Examining Heritability across Network Pairs
Figure S1 displays the network-wise heritability values for the 3 connectivity metrics during each session. For both dynamic mean and static connectivity, only the heritability of the VN-DAN network connections was consistently significant for both sessions (dynamic mean, session 1: h2 = 0.45, FDR-corrected P value = 0.021; dynamic mean, session 2, h2 = 0.38, FDR-corrected P value = 0.029; static, session 1: h2 = 0.47, FDR-corrected P value = 0.042; static, session 2, h2 = 0.49, FDR-corrected P value = 0.021). For the variance of the dynamic connectivity, on the other hand, heritability was consistently significant for a number of network pairs. This included VN-SMN (session 1: h2 = 0.45, FDR-corrected P value = 0.031; session 2, h2 = 0.45, FDR-corrected P value = 0.021), VN-VAN (session 1: h2 = 0.55, FDR-corrected P value = 0.043; session 2, h2 = 0.46, FDR-corrected P value = 0.021), VN-FPN (session 1: h2 = 0.52, FDR-corrected P value = 0.013; session 2, h2 = 0.49, FDR-corrected P value = 0.021), VN-DMN (session 1: h2 = 0.50, FDR-corrected P value = 0.026; session 2, h2 = 0.47, FDR-corrected P value = 0.021), SMN-VAN (session 1: h2 = 0.36, FDR-corrected P value = 0.0070; session 2, h2 = 0.38, FDR-corrected P value = 0.021), and DAN-FPN (session 1: h2 = 0.50, FDR-corrected P value = 0.030; session 2, h2 = 0.53, FDR-corrected P value = 0.021).

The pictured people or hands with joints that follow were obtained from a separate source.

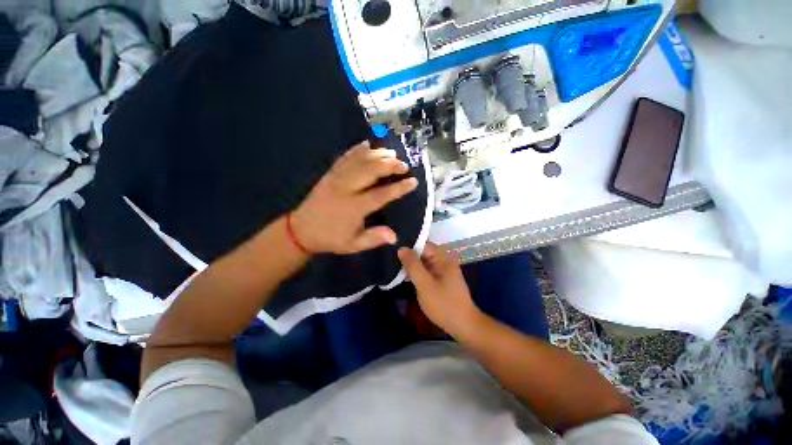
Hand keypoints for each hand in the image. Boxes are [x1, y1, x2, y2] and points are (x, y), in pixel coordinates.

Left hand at [291, 142, 417, 254]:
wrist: (301, 230)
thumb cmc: (330, 238)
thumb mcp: (353, 244)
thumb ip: (373, 238)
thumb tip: (394, 236)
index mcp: (354, 208)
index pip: (381, 194)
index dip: (398, 188)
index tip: (413, 181)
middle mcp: (346, 189)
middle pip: (370, 171)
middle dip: (389, 165)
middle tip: (404, 165)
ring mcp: (336, 178)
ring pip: (359, 161)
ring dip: (377, 154)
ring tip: (392, 153)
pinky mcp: (329, 174)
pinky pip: (344, 158)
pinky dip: (356, 150)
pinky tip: (367, 145)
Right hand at [398, 243, 482, 337]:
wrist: (463, 325)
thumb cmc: (443, 304)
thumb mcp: (424, 284)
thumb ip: (413, 265)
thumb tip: (402, 248)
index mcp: (443, 257)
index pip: (422, 244)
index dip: (407, 246)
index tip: (392, 251)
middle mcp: (444, 259)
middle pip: (423, 252)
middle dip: (408, 256)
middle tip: (391, 260)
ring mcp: (443, 269)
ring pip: (423, 261)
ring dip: (411, 265)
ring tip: (394, 267)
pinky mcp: (441, 278)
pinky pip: (426, 270)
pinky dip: (417, 272)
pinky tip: (405, 276)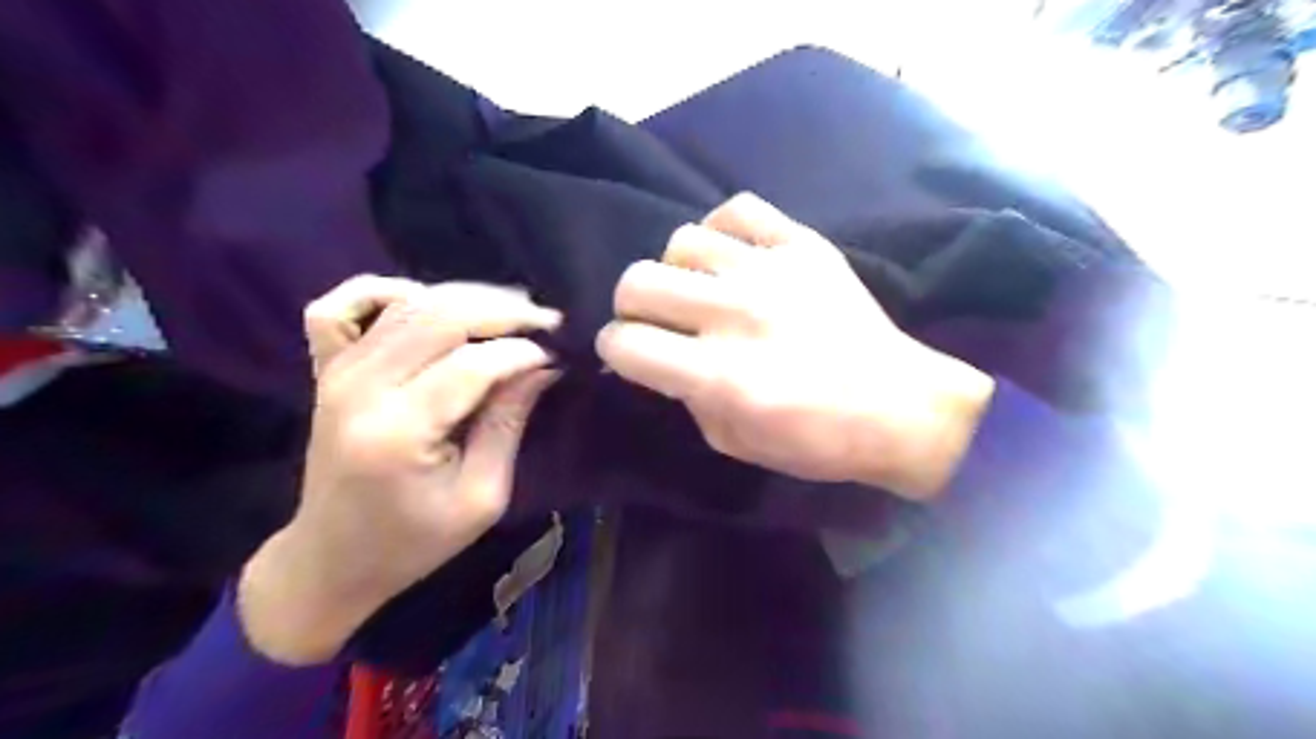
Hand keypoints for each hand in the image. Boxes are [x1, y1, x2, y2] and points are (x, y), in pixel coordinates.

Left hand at [239, 275, 559, 663]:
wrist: (332, 558)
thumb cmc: (414, 540)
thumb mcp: (482, 496)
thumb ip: (509, 423)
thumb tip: (543, 364)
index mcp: (399, 432)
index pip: (471, 364)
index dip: (522, 351)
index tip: (556, 355)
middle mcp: (361, 389)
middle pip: (439, 317)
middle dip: (503, 310)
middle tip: (545, 321)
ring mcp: (336, 373)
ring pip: (404, 302)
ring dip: (464, 297)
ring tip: (506, 314)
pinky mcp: (325, 369)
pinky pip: (341, 306)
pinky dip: (384, 292)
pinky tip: (423, 305)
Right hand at [595, 193, 985, 499]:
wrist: (901, 407)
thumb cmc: (816, 441)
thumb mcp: (732, 441)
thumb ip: (685, 396)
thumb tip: (659, 358)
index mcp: (718, 375)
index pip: (624, 343)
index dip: (615, 350)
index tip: (630, 354)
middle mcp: (736, 315)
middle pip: (637, 281)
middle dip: (632, 306)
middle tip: (656, 322)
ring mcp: (771, 271)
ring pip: (681, 240)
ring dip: (676, 270)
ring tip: (699, 289)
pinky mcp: (804, 246)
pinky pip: (738, 209)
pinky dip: (722, 230)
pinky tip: (731, 256)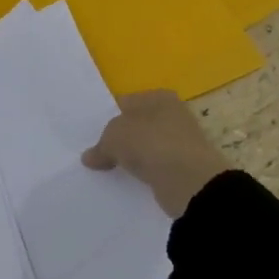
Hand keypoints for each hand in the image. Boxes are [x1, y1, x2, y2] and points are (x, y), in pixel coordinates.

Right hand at [81, 90, 229, 217]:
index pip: (126, 102)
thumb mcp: (114, 137)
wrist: (189, 181)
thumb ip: (100, 145)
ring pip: (147, 146)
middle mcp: (174, 114)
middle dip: (121, 137)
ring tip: (112, 169)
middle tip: (99, 152)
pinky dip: (147, 172)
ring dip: (134, 157)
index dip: (108, 117)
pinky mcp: (185, 166)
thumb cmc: (150, 143)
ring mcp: (181, 141)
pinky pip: (157, 166)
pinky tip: (133, 180)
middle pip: (138, 124)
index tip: (93, 134)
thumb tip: (89, 157)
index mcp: (159, 97)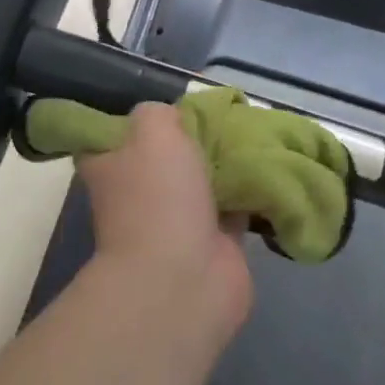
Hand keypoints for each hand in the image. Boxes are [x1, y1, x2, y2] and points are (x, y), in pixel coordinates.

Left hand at [76, 103, 252, 326]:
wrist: (182, 279)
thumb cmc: (158, 196)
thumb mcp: (153, 130)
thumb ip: (160, 112)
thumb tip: (174, 117)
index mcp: (112, 165)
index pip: (116, 133)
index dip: (141, 119)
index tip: (173, 104)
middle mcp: (140, 191)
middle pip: (169, 153)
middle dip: (197, 136)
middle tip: (228, 114)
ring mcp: (177, 219)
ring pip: (205, 178)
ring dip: (228, 163)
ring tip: (258, 135)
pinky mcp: (215, 242)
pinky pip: (236, 205)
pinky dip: (252, 191)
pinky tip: (272, 169)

Examining Heritability across Different Scan Lengths
The effect of scan length on heritability estimates was examined for consecutive time points as well as for time points averaged over runs. Figure 3 shows that for consecutive scan lengths of 300, 600, 900, 1200, 2400, 3600, and 4800 time points (i.e., 3:36, 7:12, 10:48, 14:24, 28:48, 43:12, and 57:36 (min:s)), relatively long scan epochs are needed before heritability estimates stabilize (~2400–3600 time points or ~ 28–43 min). This is the case for all 3 connectivity metrics; although, as has been consistently found in the current study, the DCC variability tends to result in higher heritability at all scan lengths, and requires fewer time points to stabilize compared to DCC mean and static connectivity. Figure 4 shows that for scan length averaged over runs, heritability values were generally consistent for scan lengths of 300, 600, 900, and 1200 across the 4 runs. For static connectivity, heritability values were lower at a scan length of 300, but tended to be consistent for scan length >300. For DCC measures, heritability values were stable across all scan lengths.
Examining Heritability across Dimensionalities
Table S1 displays the range and mean of the network-wise heritability values for sessions 1 and 2 at ICA dimensionalities of 25, 50, 100, 200, and 300 components. The heritability values did not change much across the ICA dimensionalities. While there was a slight increase in the heritability values for DCC variance from 25 to 300 components, this was mostly due to smaller values for ICA dimensionalities of less than 100 components. For DCC mean and static connectivity, this trend was less clear. Across all ICA dimensionalities, DCC variance tended to have higher heritability values than either DCC mean or static connectivity.
Examining Heritability of Individual Connections
Table S2 displays the range and mean of the individual connection heritability values of the 300-dimensional ICA for sessions 1 and 2. Due to the large number of individual connections, heritability was only examined for the primary 300-dimensional ICA results. We found that the heritability range tended to be larger and the mean heritability tended to be lower for individual connections, than for mean network connections. This may have been due to very low heritability for a few individual connections.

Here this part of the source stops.